---------- AVAILABLE DATA ----------

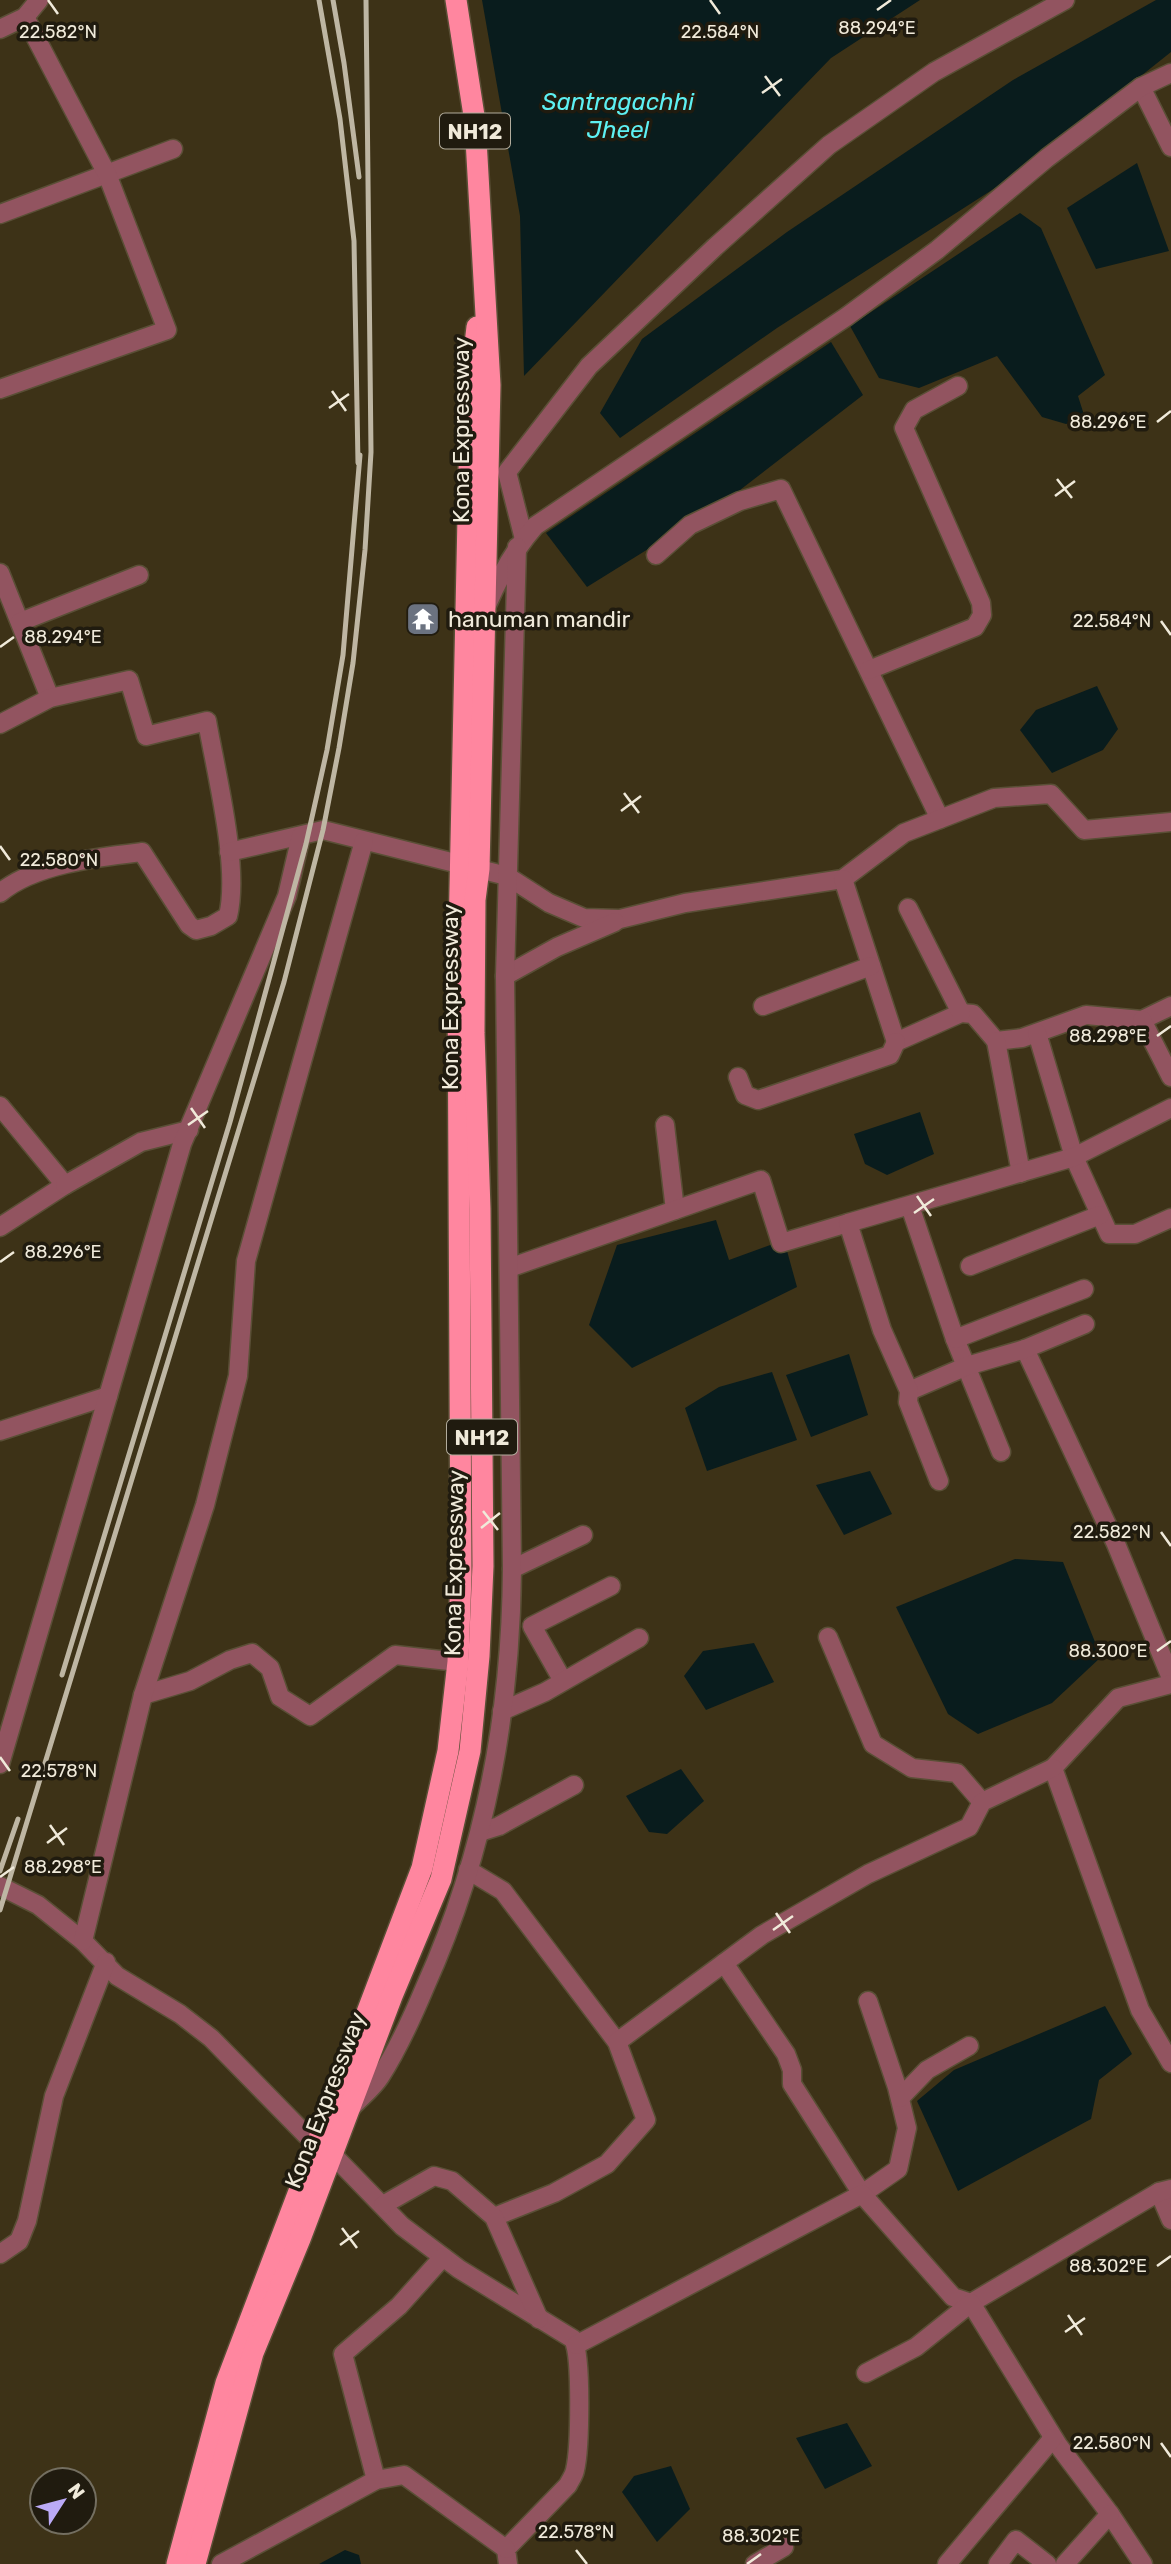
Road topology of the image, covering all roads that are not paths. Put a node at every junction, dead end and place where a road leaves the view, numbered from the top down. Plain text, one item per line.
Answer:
1 (39, 0) edge
2 (456, 0) edge
3 (1065, 0) edge
4 (25, 17) junction
5 (0, 29) edge
6 (1171, 73) edge
7 (1140, 87) junction
8 (1171, 147) edge
9 (173, 149) dead end
10 (107, 174) junction
11 (0, 214) edge
12 (483, 264) junction
13 (958, 386) dead end
14 (0, 389) edge
15 (521, 543) junction
16 (656, 555) dead end
17 (0, 573) edge
18 (139, 575) dead end
19 (486, 607) junction
20 (20, 622) junction
21 (869, 670) junction
22 (50, 698) junction
23 (0, 724) edge
24 (940, 819) junction
25 (1171, 822) edge
26 (301, 836) junction
27 (364, 841) junction
28 (229, 852) junction
29 (469, 867) junction
30 (507, 876) junction
31 (843, 879) junction
32 (0, 893) edge
33 (908, 908) dead end
34 (620, 919) junction
35 (871, 966) junction
36 (505, 976) junction
37 (763, 1006) dead end
38 (1171, 1006) edge
39 (961, 1013) junction
40 (1142, 1020) junction
41 (1037, 1033) junction
42 (996, 1041) junction
43 (896, 1042) junction
44 (738, 1077) dead end
45 (1171, 1077) edge
46 (0, 1106) edge
47 (1171, 1108) edge
48 (665, 1125) dead end
49 (190, 1130) junction
50 (1074, 1157) junction
51 (1021, 1173) junction
52 (65, 1185) junction
53 (910, 1206) junction
54 (675, 1210) junction
55 (1100, 1215) junction
56 (1171, 1218) edge
57 (848, 1223) junction
58 (0, 1227) edge
59 (970, 1266) dead end
60 (509, 1268) junction
61 (1084, 1289) dead end
62 (1086, 1324) dead end
63 (955, 1339) junction
64 (1025, 1349) junction
65 (967, 1366) junction
66 (909, 1391) junction
67 (108, 1396) junction
68 (0, 1431) edge
69 (1001, 1452) dead end
70 (939, 1481) dead end
71 (583, 1535) dead end
72 (512, 1569) junction
73 (611, 1586) dead end
74 (828, 1637) dead end
75 (639, 1638) dead end
76 (458, 1662) junction
77 (1171, 1678) edge
78 (563, 1681) junction
79 (1171, 1684) edge
80 (143, 1695) junction
81 (502, 1711) junction
82 (0, 1764) edge
83 (1053, 1768) junction
84 (574, 1785) dead end
85 (982, 1802) junction
86 (480, 1832) junction
87 (468, 1870) junction
88 (0, 1886) edge
89 (83, 1941) junction
90 (106, 1962) junction
91 (723, 1963) junction
92 (868, 2001) dead end
93 (617, 2042) junction
94 (969, 2046) dead end
95 (1171, 2063) edge
96 (900, 2098) junction
97 (349, 2110) junction
98 (325, 2149) junction
99 (1165, 2191) edge
100 (862, 2194) junction
101 (383, 2205) junction
102 (494, 2217) junction
103 (1171, 2220) edge
104 (0, 2254) edge
105 (443, 2257) junction
106 (971, 2304) junction
107 (540, 2319) junction
108 (576, 2345) junction
109 (866, 2373) dead end
110 (1053, 2438) junction
111 (376, 2480) junction
112 (1110, 2514) junction
113 (784, 2547) dead end
114 (507, 2556) edge
115 (177, 2564) edge
116 (195, 2564) edge
117 (221, 2564) edge
118 (755, 2564) edge
119 (947, 2564) edge
120 (998, 2564) edge
121 (1047, 2564) edge
122 (1065, 2564) edge
123 (1143, 2564) edge

1 - 4 street
2 - 12 highway, Kona Expressway / NH12
3 - 15 street
4 - 5 street
4 - 10 street
6 - 7 street
7 - 8 street
7 - 15 street
9 - 10 street
10 - 11 street
10 - 14 street
12 - 19 highway, Kona Expressway / NH12
12 - 29 highway, Kona Expressway / NH12
13 - 21 street
15 - 19 street
15 - 30 street
16 - 21 street
17 - 20 street
18 - 20 street
19 - 29 highway, Kona Expressway / NH12
20 - 22 street
21 - 24 street
22 - 23 street
22 - 28 street
24 - 25 street
24 - 31 street
26 - 27 street
26 - 28 street
26 - 49 street
27 - 29 street
27 - 80 street
28 - 32 street
29 - 30 street
29 - 76 highway, Kona Expressway / NH12
29 - 97 highway, Kona Expressway / NH12
30 - 34 street
30 - 36 street
31 - 34 street
31 - 35 street
33 - 39 street
34 - 36 street
35 - 37 street
35 - 43 street
36 - 60 street
38 - 40 street
39 - 42 street
39 - 43 street
40 - 41 street
40 - 45 street
41 - 42 street
41 - 50 street
42 - 51 street
43 - 44 street
46 - 52 street
47 - 50 street
48 - 54 street
49 - 52 street
49 - 67 street
50 - 51 street
50 - 55 street
51 - 53 street
52 - 58 street
53 - 57 street
53 - 63 street
54 - 57 street
54 - 60 street
55 - 56 street
55 - 59 street
57 - 66 street
60 - 72 street
61 - 63 street
62 - 64 street
63 - 65 street
64 - 65 street
64 - 77 street
65 - 66 street
65 - 69 street
66 - 70 street
67 - 68 street
67 - 82 street
71 - 72 street
72 - 81 street
73 - 78 street
74 - 85 street
75 - 78 street
76 - 80 street
76 - 98 highway, Kona Expressway / NH12
78 - 81 street
79 - 83 street
80 - 89 street
81 - 86 street
83 - 85 street
83 - 95 street
84 - 86 street
85 - 91 street
86 - 87 street
87 - 93 street
87 - 97 street
88 - 89 street
89 - 90 street
90 - 98 street
90 - 104 street
91 - 93 street
91 - 100 street
92 - 96 street
93 - 102 street
94 - 96 street
96 - 100 street
97 - 98 highway, Kona Expressway / NH12
98 - 101 street
98 - 115 highway, Kona Expressway / NH12
98 - 116 highway, Kona Expressway / NH12
99 - 103 street
99 - 106 street
100 - 106 street
100 - 108 street
101 - 102 street
101 - 105 street
102 - 107 street
105 - 107 street
105 - 111 street
106 - 109 street
106 - 110 street
107 - 108 street
108 - 114 street
110 - 112 street
110 - 119 street
111 - 114 street
111 - 117 street
112 - 122 street
112 - 123 street
113 - 118 street
120 - 121 street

----------

**TASK DETAILS:** Every line of the records above should be reproduced exactly, with no pictures included.

**ANSWER SPACE:**
Road topology of the image, covering all roads that are not paths. Put a node at every junction, dead end and place where a road leaves the view, numbered from the top down. Plain text, one item per line.
Answer:
1 (39, 0) edge
2 (456, 0) edge
3 (1065, 0) edge
4 (25, 17) junction
5 (0, 29) edge
6 (1171, 73) edge
7 (1140, 87) junction
8 (1171, 147) edge
9 (173, 149) dead end
10 (107, 174) junction
11 (0, 214) edge
12 (483, 264) junction
13 (958, 386) dead end
14 (0, 389) edge
15 (521, 543) junction
16 (656, 555) dead end
17 (0, 573) edge
18 (139, 575) dead end
19 (486, 607) junction
20 (20, 622) junction
21 (869, 670) junction
22 (50, 698) junction
23 (0, 724) edge
24 (940, 819) junction
25 (1171, 822) edge
26 (301, 836) junction
27 (364, 841) junction
28 (229, 852) junction
29 (469, 867) junction
30 (507, 876) junction
31 (843, 879) junction
32 (0, 893) edge
33 (908, 908) dead end
34 (620, 919) junction
35 (871, 966) junction
36 (505, 976) junction
37 (763, 1006) dead end
38 (1171, 1006) edge
39 (961, 1013) junction
40 (1142, 1020) junction
41 (1037, 1033) junction
42 (996, 1041) junction
43 (896, 1042) junction
44 (738, 1077) dead end
45 (1171, 1077) edge
46 (0, 1106) edge
47 (1171, 1108) edge
48 (665, 1125) dead end
49 (190, 1130) junction
50 (1074, 1157) junction
51 (1021, 1173) junction
52 (65, 1185) junction
53 (910, 1206) junction
54 (675, 1210) junction
55 (1100, 1215) junction
56 (1171, 1218) edge
57 (848, 1223) junction
58 (0, 1227) edge
59 (970, 1266) dead end
60 (509, 1268) junction
61 (1084, 1289) dead end
62 (1086, 1324) dead end
63 (955, 1339) junction
64 (1025, 1349) junction
65 (967, 1366) junction
66 (909, 1391) junction
67 (108, 1396) junction
68 (0, 1431) edge
69 (1001, 1452) dead end
70 (939, 1481) dead end
71 (583, 1535) dead end
72 (512, 1569) junction
73 (611, 1586) dead end
74 (828, 1637) dead end
75 (639, 1638) dead end
76 (458, 1662) junction
77 (1171, 1678) edge
78 (563, 1681) junction
79 (1171, 1684) edge
80 (143, 1695) junction
81 (502, 1711) junction
82 (0, 1764) edge
83 (1053, 1768) junction
84 (574, 1785) dead end
85 (982, 1802) junction
86 (480, 1832) junction
87 (468, 1870) junction
88 (0, 1886) edge
89 (83, 1941) junction
90 (106, 1962) junction
91 (723, 1963) junction
92 (868, 2001) dead end
93 (617, 2042) junction
94 (969, 2046) dead end
95 (1171, 2063) edge
96 (900, 2098) junction
97 (349, 2110) junction
98 (325, 2149) junction
99 (1165, 2191) edge
100 (862, 2194) junction
101 (383, 2205) junction
102 (494, 2217) junction
103 (1171, 2220) edge
104 (0, 2254) edge
105 (443, 2257) junction
106 (971, 2304) junction
107 (540, 2319) junction
108 (576, 2345) junction
109 (866, 2373) dead end
110 (1053, 2438) junction
111 (376, 2480) junction
112 (1110, 2514) junction
113 (784, 2547) dead end
114 (507, 2556) edge
115 (177, 2564) edge
116 (195, 2564) edge
117 (221, 2564) edge
118 (755, 2564) edge
119 (947, 2564) edge
120 (998, 2564) edge
121 (1047, 2564) edge
122 (1065, 2564) edge
123 (1143, 2564) edge

1 - 4 street
2 - 12 highway, Kona Expressway / NH12
3 - 15 street
4 - 5 street
4 - 10 street
6 - 7 street
7 - 8 street
7 - 15 street
9 - 10 street
10 - 11 street
10 - 14 street
12 - 19 highway, Kona Expressway / NH12
12 - 29 highway, Kona Expressway / NH12
13 - 21 street
15 - 19 street
15 - 30 street
16 - 21 street
17 - 20 street
18 - 20 street
19 - 29 highway, Kona Expressway / NH12
20 - 22 street
21 - 24 street
22 - 23 street
22 - 28 street
24 - 25 street
24 - 31 street
26 - 27 street
26 - 28 street
26 - 49 street
27 - 29 street
27 - 80 street
28 - 32 street
29 - 30 street
29 - 76 highway, Kona Expressway / NH12
29 - 97 highway, Kona Expressway / NH12
30 - 34 street
30 - 36 street
31 - 34 street
31 - 35 street
33 - 39 street
34 - 36 street
35 - 37 street
35 - 43 street
36 - 60 street
38 - 40 street
39 - 42 street
39 - 43 street
40 - 41 street
40 - 45 street
41 - 42 street
41 - 50 street
42 - 51 street
43 - 44 street
46 - 52 street
47 - 50 street
48 - 54 street
49 - 52 street
49 - 67 street
50 - 51 street
50 - 55 street
51 - 53 street
52 - 58 street
53 - 57 street
53 - 63 street
54 - 57 street
54 - 60 street
55 - 56 street
55 - 59 street
57 - 66 street
60 - 72 street
61 - 63 street
62 - 64 street
63 - 65 street
64 - 65 street
64 - 77 street
65 - 66 street
65 - 69 street
66 - 70 street
67 - 68 street
67 - 82 street
71 - 72 street
72 - 81 street
73 - 78 street
74 - 85 street
75 - 78 street
76 - 80 street
76 - 98 highway, Kona Expressway / NH12
78 - 81 street
79 - 83 street
80 - 89 street
81 - 86 street
83 - 85 street
83 - 95 street
84 - 86 street
85 - 91 street
86 - 87 street
87 - 93 street
87 - 97 street
88 - 89 street
89 - 90 street
90 - 98 street
90 - 104 street
91 - 93 street
91 - 100 street
92 - 96 street
93 - 102 street
94 - 96 street
96 - 100 street
97 - 98 highway, Kona Expressway / NH12
98 - 101 street
98 - 115 highway, Kona Expressway / NH12
98 - 116 highway, Kona Expressway / NH12
99 - 103 street
99 - 106 street
100 - 106 street
100 - 108 street
101 - 102 street
101 - 105 street
102 - 107 street
105 - 107 street
105 - 111 street
106 - 109 street
106 - 110 street
107 - 108 street
108 - 114 street
110 - 112 street
110 - 119 street
111 - 114 street
111 - 117 street
112 - 122 street
112 - 123 street
113 - 118 street
120 - 121 street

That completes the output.